Click "Next" and "Finish" and your column is now separated in two (or three or four if there are more than one instance of your pivot-character in the string.

Be careful, the new column(s) will appear automatically to the right of the old one. So make sure to give it some space first.

Separate uppercase from lowercase

The following formulas are especially useful if you want to break down strings such as “Kenji YAMAGUCHI” or “MALDINI Fabio”. They’re pretty complicated but they work!

1. Finds the first lowercase letter in a string in A1:

=MATCH(1,IF(ABS(CODE(MID(A1,ROW(INDIRECT("1:"&LEN(A1))),1))-109.5)<=12.5,1),0)

The formula will tell you that the first lowercase letter of "MALDINI Fabio" is in position 10 ("a"). That way, you can separate MALDINI by taking the first 7 characters (10 minus 3). Fabio comes by taking all characters as of character 9 (10 minus 1).

2. Finds the last lowercase letter in a string in A1:

=MAX(ROW(INDIRECT("1:"&LEN(A1)))\*(ABS(CODE(MID(A1,ROW(INDIRECT("1:"&LEN(A1))),1))-77.5)<=12.5))

Use to separate "Fabio MALDINI". The last lowercase letter is in position 5.

3. Finds the first uppercase letter in a string in A1:

=MIN(IF(ISERROR(FIND(CHAR(ROW(INDIRECT("65:90"))),A1)),"",FIND(CHAR(ROW(INDIRECT("65:90"))),A1)))

Use to separate "fabio MALDINI". The first uppercase letter is in position 7.

4. Finds the last uppercase letter in a string in A1:

=MAX(ROW(INDIRECT("1:"&LEN(A1)))\*(ABS(CODE(MID(A1,ROW(INDIRECT("1:"&LEN(A1))),1))-77.5)<=12.5))

Use to separate "MALDINI fabio". The last uppercase letter is in position 7.

VLOOKUP: how to easily convert country codes

You have an entire column of country codes.

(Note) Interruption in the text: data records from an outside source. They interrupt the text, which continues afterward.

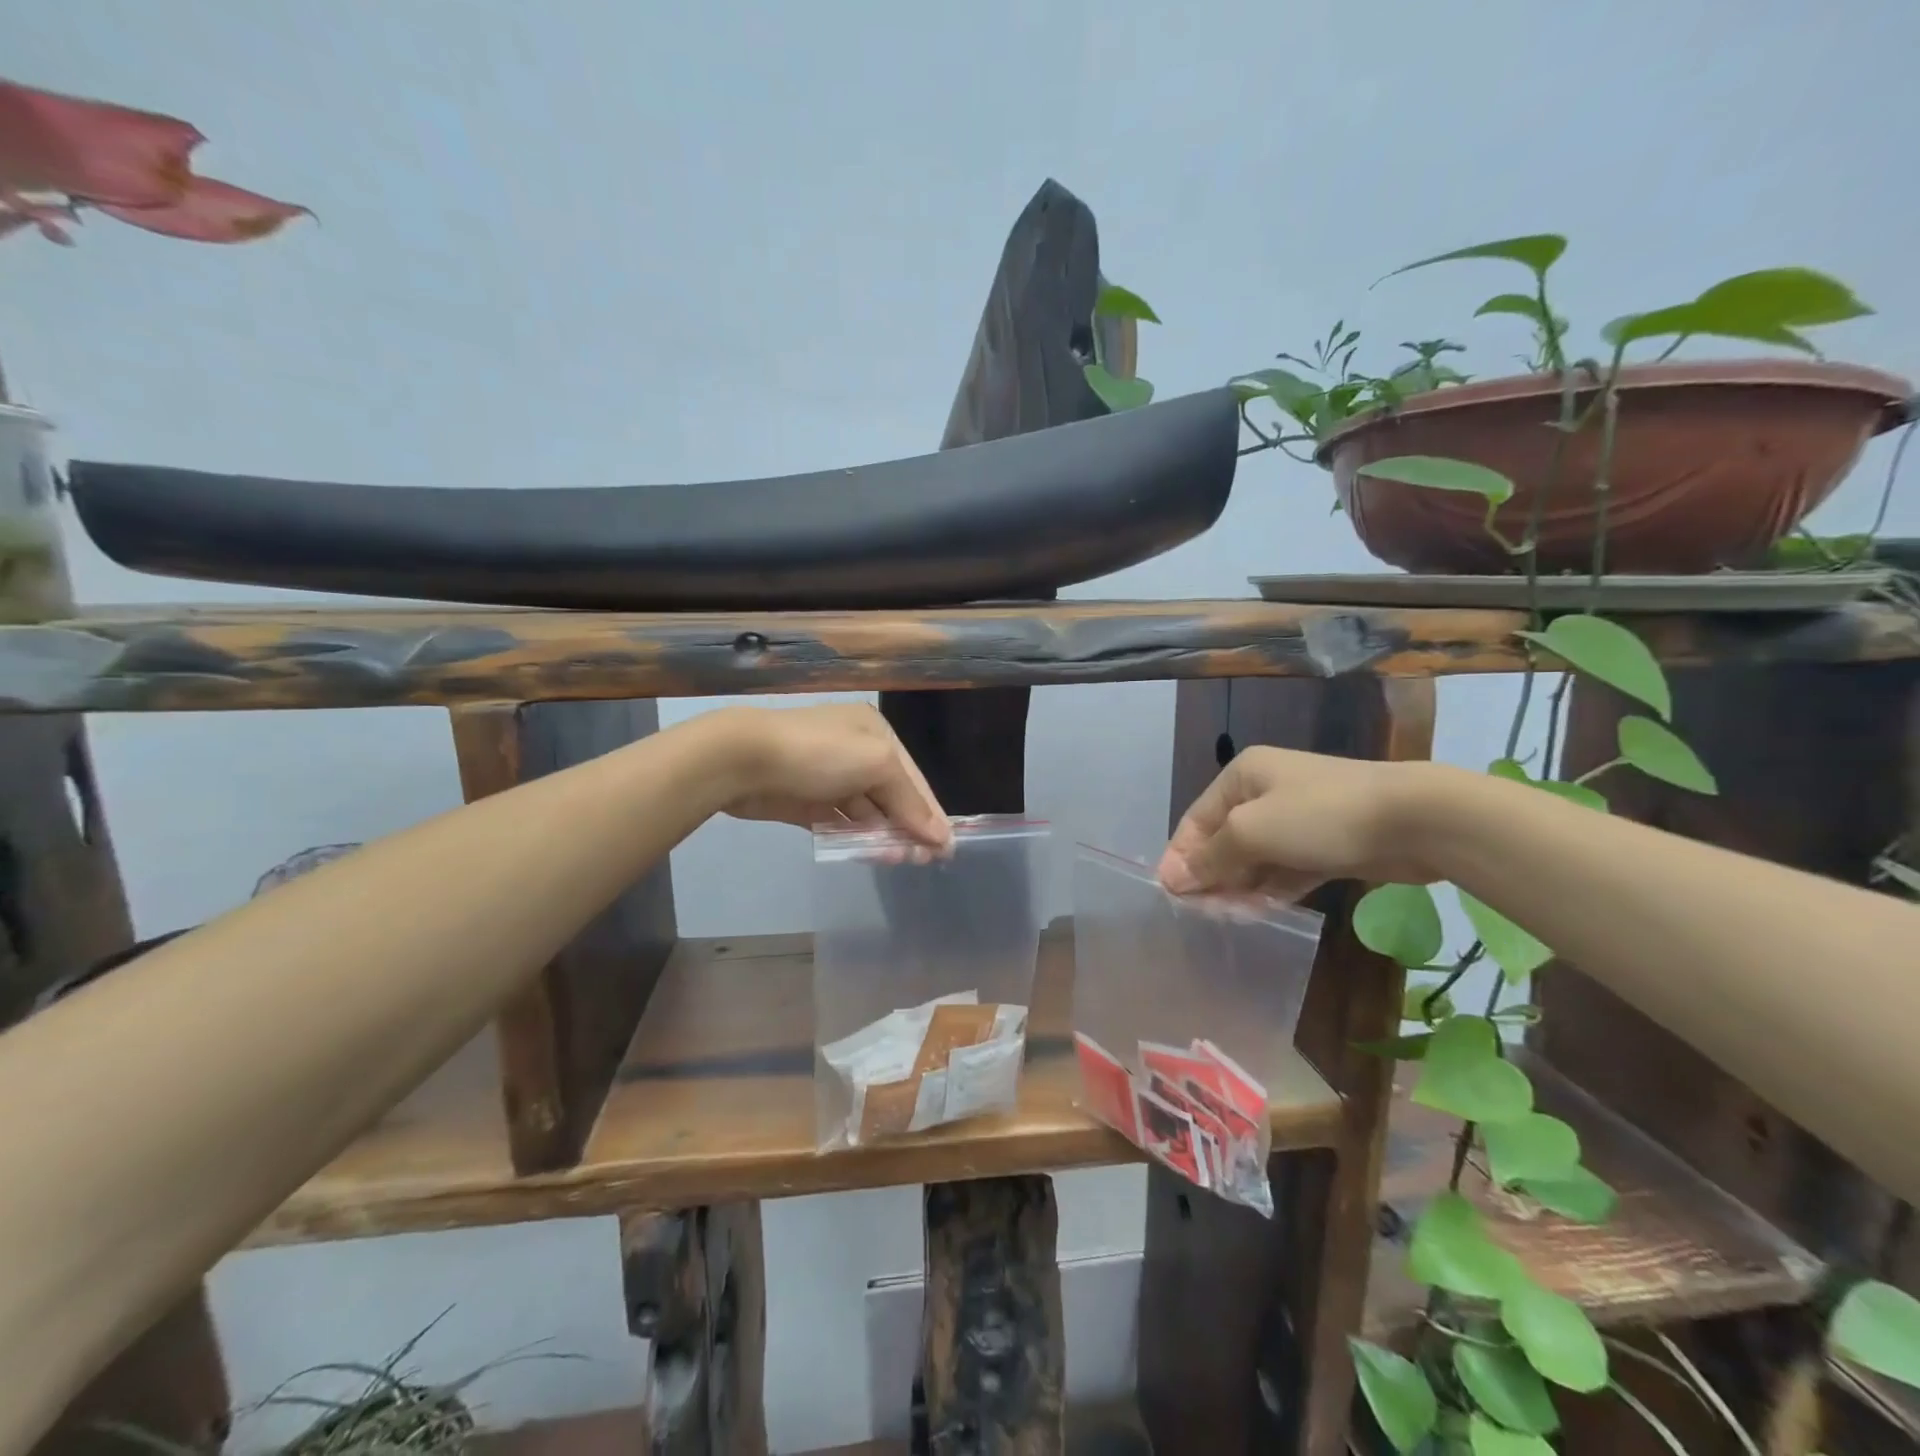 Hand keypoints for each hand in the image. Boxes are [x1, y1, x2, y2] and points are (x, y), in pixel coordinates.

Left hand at [710, 704, 951, 849]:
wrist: (743, 760)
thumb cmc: (819, 753)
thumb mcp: (876, 764)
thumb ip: (909, 800)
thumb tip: (940, 836)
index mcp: (875, 733)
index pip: (914, 776)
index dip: (930, 811)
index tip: (946, 847)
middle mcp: (855, 752)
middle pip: (892, 795)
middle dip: (908, 826)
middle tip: (922, 861)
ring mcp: (828, 778)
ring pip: (866, 812)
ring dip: (883, 836)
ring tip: (898, 861)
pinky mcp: (805, 802)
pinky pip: (839, 823)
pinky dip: (854, 838)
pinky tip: (868, 855)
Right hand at [1158, 746, 1442, 900]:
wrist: (1415, 820)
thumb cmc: (1320, 816)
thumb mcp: (1252, 832)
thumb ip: (1210, 857)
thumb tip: (1171, 878)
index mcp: (1242, 776)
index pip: (1196, 820)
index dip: (1181, 856)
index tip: (1171, 896)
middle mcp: (1265, 792)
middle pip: (1224, 839)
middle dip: (1212, 875)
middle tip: (1202, 915)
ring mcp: (1297, 819)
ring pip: (1255, 858)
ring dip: (1240, 887)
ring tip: (1228, 919)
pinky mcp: (1324, 845)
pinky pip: (1285, 869)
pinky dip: (1270, 889)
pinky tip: (1259, 913) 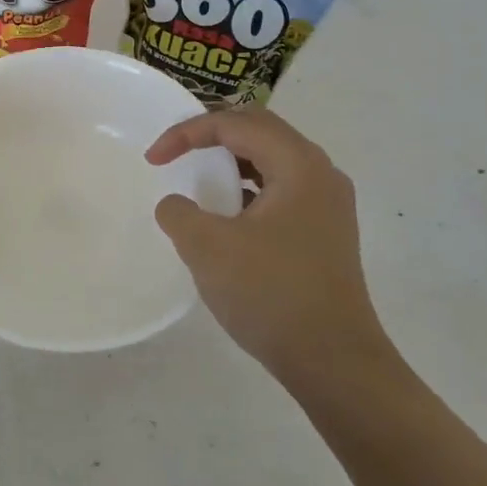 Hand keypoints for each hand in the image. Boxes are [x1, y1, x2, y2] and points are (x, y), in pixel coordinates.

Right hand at [146, 109, 396, 400]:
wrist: (333, 361)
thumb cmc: (270, 293)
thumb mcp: (207, 247)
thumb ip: (179, 212)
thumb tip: (176, 206)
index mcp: (299, 165)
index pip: (237, 124)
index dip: (187, 133)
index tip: (153, 159)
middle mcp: (320, 174)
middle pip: (260, 131)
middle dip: (211, 136)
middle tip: (175, 152)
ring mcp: (328, 205)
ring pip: (272, 161)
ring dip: (230, 162)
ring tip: (197, 180)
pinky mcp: (324, 233)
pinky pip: (280, 190)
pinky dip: (247, 189)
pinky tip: (227, 217) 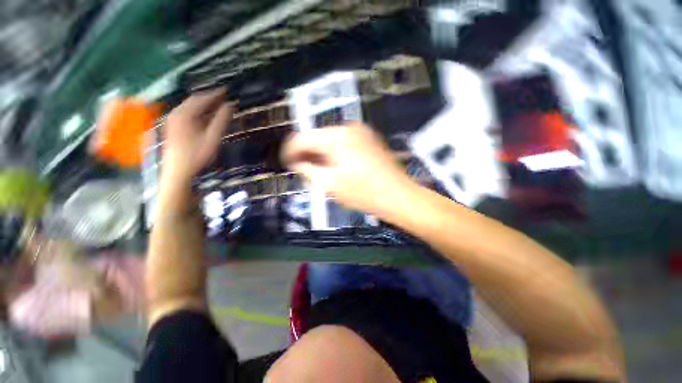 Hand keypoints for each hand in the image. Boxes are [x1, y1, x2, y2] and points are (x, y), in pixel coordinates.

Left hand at [163, 89, 233, 181]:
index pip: (202, 98)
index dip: (216, 94)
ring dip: (204, 104)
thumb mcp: (213, 138)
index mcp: (185, 114)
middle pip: (195, 100)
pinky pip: (187, 113)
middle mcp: (177, 113)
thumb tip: (230, 105)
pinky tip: (206, 116)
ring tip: (218, 105)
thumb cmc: (197, 155)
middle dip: (210, 97)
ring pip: (190, 106)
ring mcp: (173, 120)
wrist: (178, 171)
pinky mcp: (173, 126)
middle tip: (224, 97)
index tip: (227, 90)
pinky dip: (199, 111)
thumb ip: (221, 120)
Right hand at [281, 123, 412, 214]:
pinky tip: (335, 165)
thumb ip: (308, 170)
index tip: (287, 163)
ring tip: (318, 169)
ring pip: (331, 139)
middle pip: (317, 136)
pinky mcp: (369, 138)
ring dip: (321, 152)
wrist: (398, 196)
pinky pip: (344, 141)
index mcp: (335, 137)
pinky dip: (335, 152)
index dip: (291, 151)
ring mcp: (361, 132)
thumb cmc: (363, 193)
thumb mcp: (329, 184)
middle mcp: (348, 128)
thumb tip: (297, 163)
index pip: (303, 138)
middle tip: (302, 169)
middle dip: (307, 152) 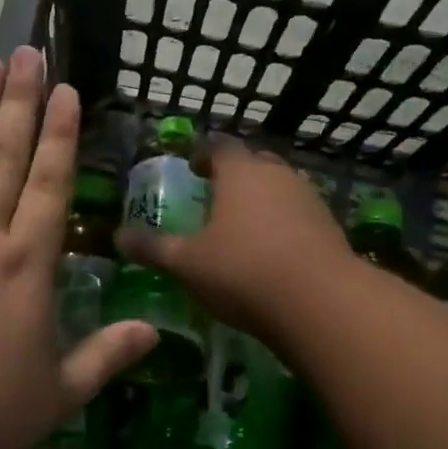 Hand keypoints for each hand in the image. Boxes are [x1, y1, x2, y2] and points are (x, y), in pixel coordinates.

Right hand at [117, 141, 350, 340]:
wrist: (320, 302)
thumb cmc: (242, 271)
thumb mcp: (187, 263)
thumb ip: (152, 248)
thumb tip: (118, 237)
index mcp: (240, 172)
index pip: (219, 146)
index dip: (202, 154)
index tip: (191, 168)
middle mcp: (277, 174)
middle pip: (253, 162)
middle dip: (234, 175)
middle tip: (214, 195)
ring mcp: (308, 198)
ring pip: (280, 187)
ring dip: (261, 199)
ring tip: (242, 226)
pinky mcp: (330, 225)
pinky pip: (299, 213)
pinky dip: (283, 223)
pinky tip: (273, 251) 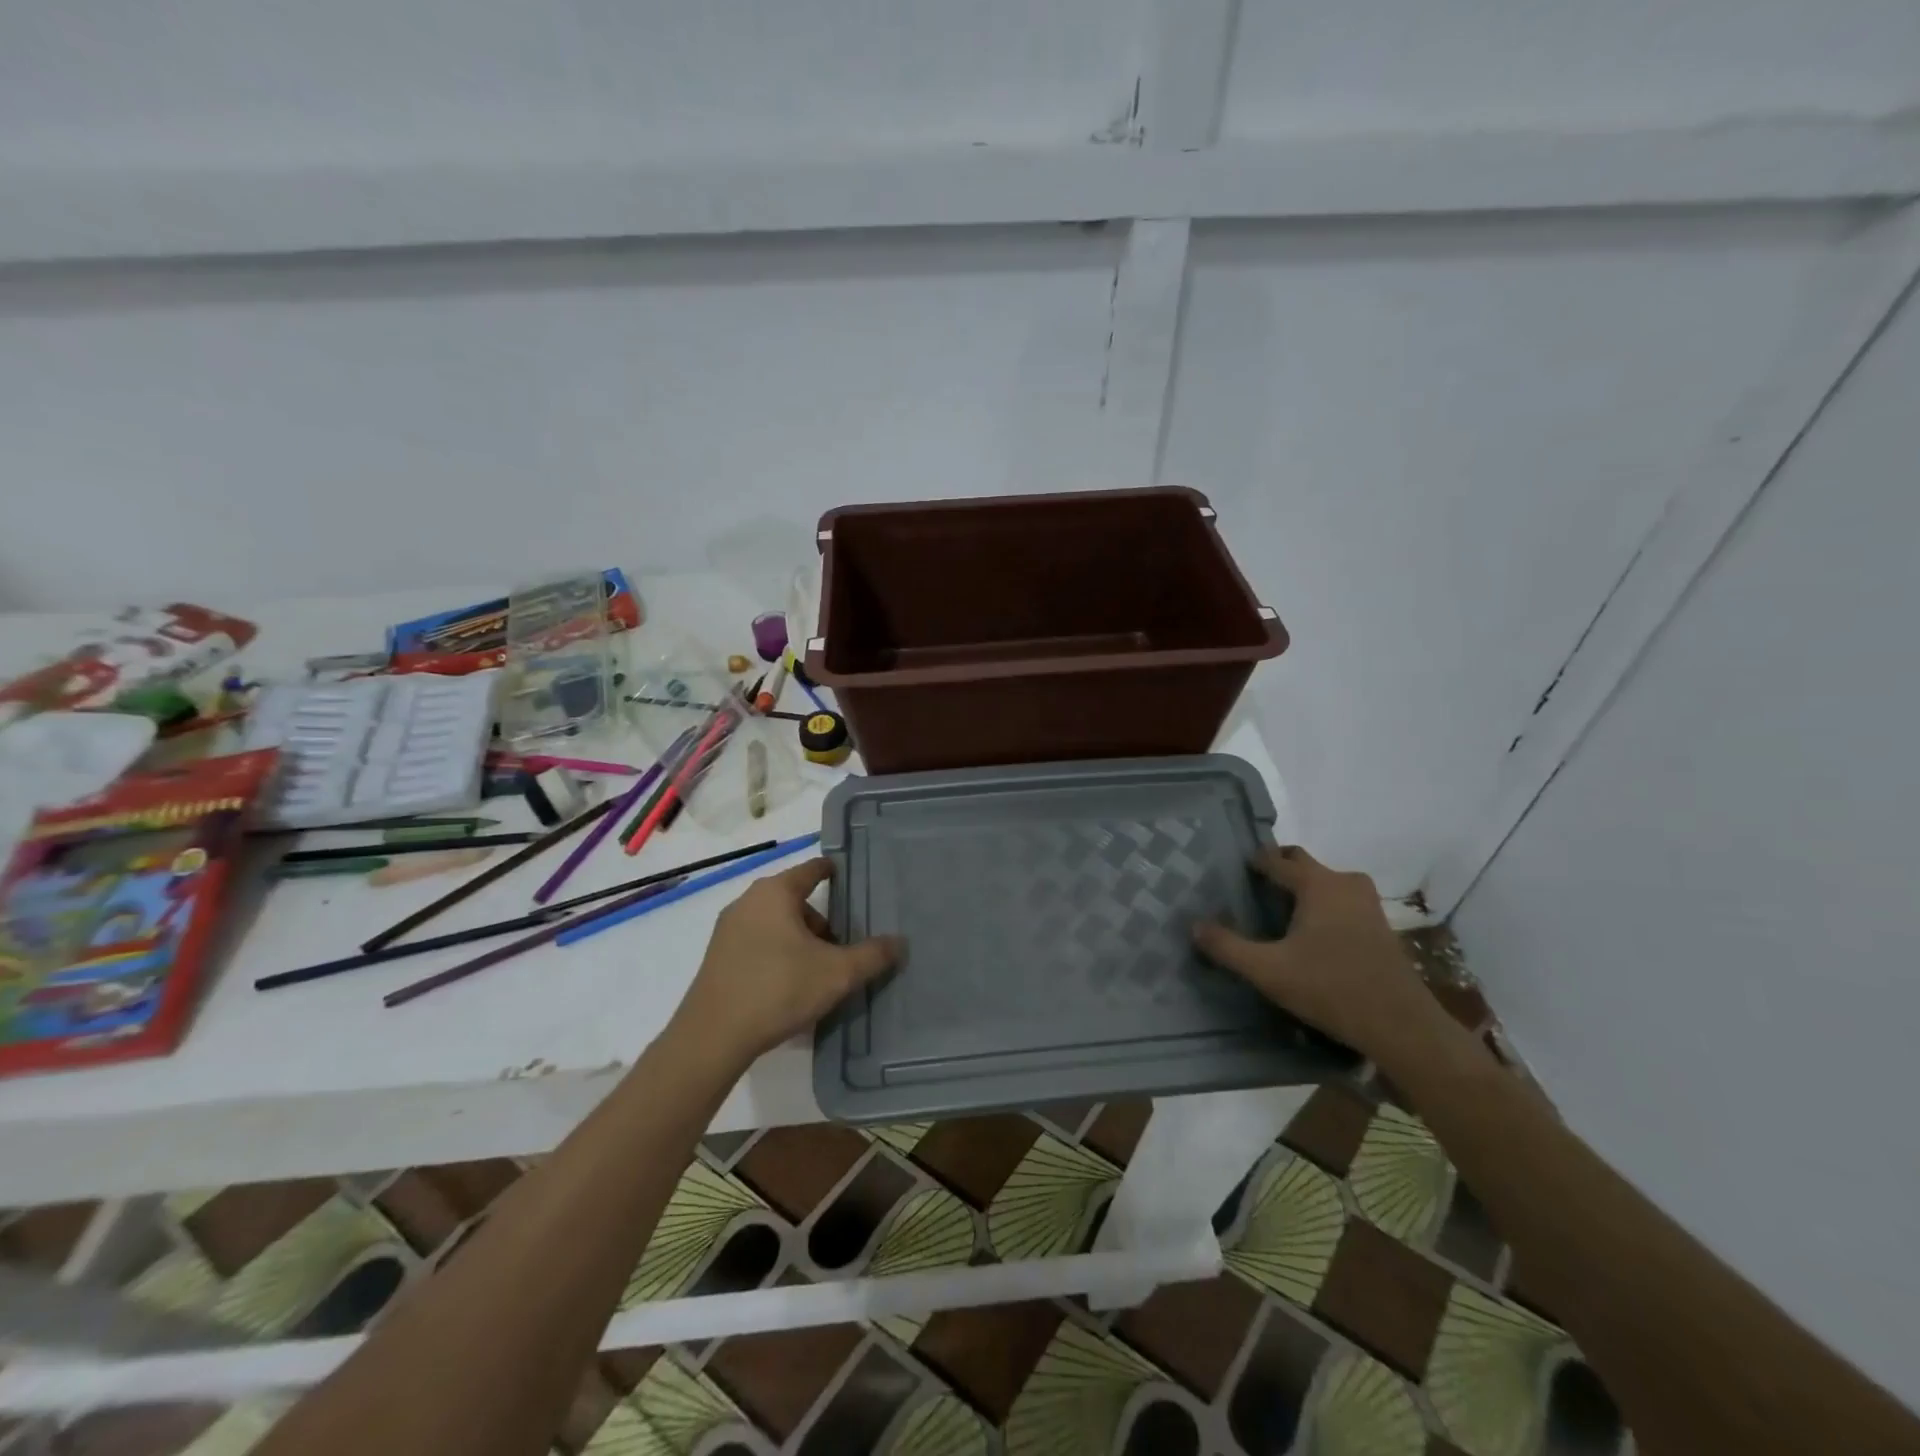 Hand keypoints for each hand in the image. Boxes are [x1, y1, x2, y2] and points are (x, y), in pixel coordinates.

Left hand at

Unfortunately, they’re the wrong type… Germany is listed as “GER” (instead of “DEU”), the Netherlands as “NED” (instead of “NLD”), etc. Fortunately, you can correct this almost instantly by using a powerful Excel function called VLOOKUP. Go to this page and copy the main table anywhere in your spreadsheet. Delete all the columns but “A-3”) and “FIFA”. You then move the “FIFA” column to the left of the “A-3” column (i.e. the alpha-3 ISO, which is the Population Project’s standard.

Then insert a column next to the one hosting your faulty country codes. Your spreadsheet should look like this. Now in cell C2, you are going to write: =VLOOKUP(B2,$F$2:$G$260,2,FALSE)

Name IOC Code New code FIFA A-3
Aadya VARIYATH GER AFG AFG
Aaron BAI USA ALD ALA
Aaron CHEN NZL ALB ALB
Aarya Gharge NED ALG DZA

What is does is take the value in B2 (“GER”, find it in the first column of the table FIFA-A3 and return the corresponding value in the second column (hence the “2” in the formula) of that table: “DEU”, leading to this:

Name IOC Code New code FIFA A-3
Aadya VARIYATH GER DEU AFG AFG
Aaron BAI USA USA ALD ALA
Aaron CHEN NZL NZL ALB ALB
Aarya Gharge NED NLD ALG DZA

Once you have converted all the codes into ISO-3 ones, you might be tempted to delete the column with the old codes. Be careful: because the new codes have been deducted from the old ones, deleting that column would cause you to lose all your country codes. To avert this, select your good column and paste it on itself using Edit > Paste Special > Values. That way, you copy the values in the cells and lose all reference to how they were calculated in the first place.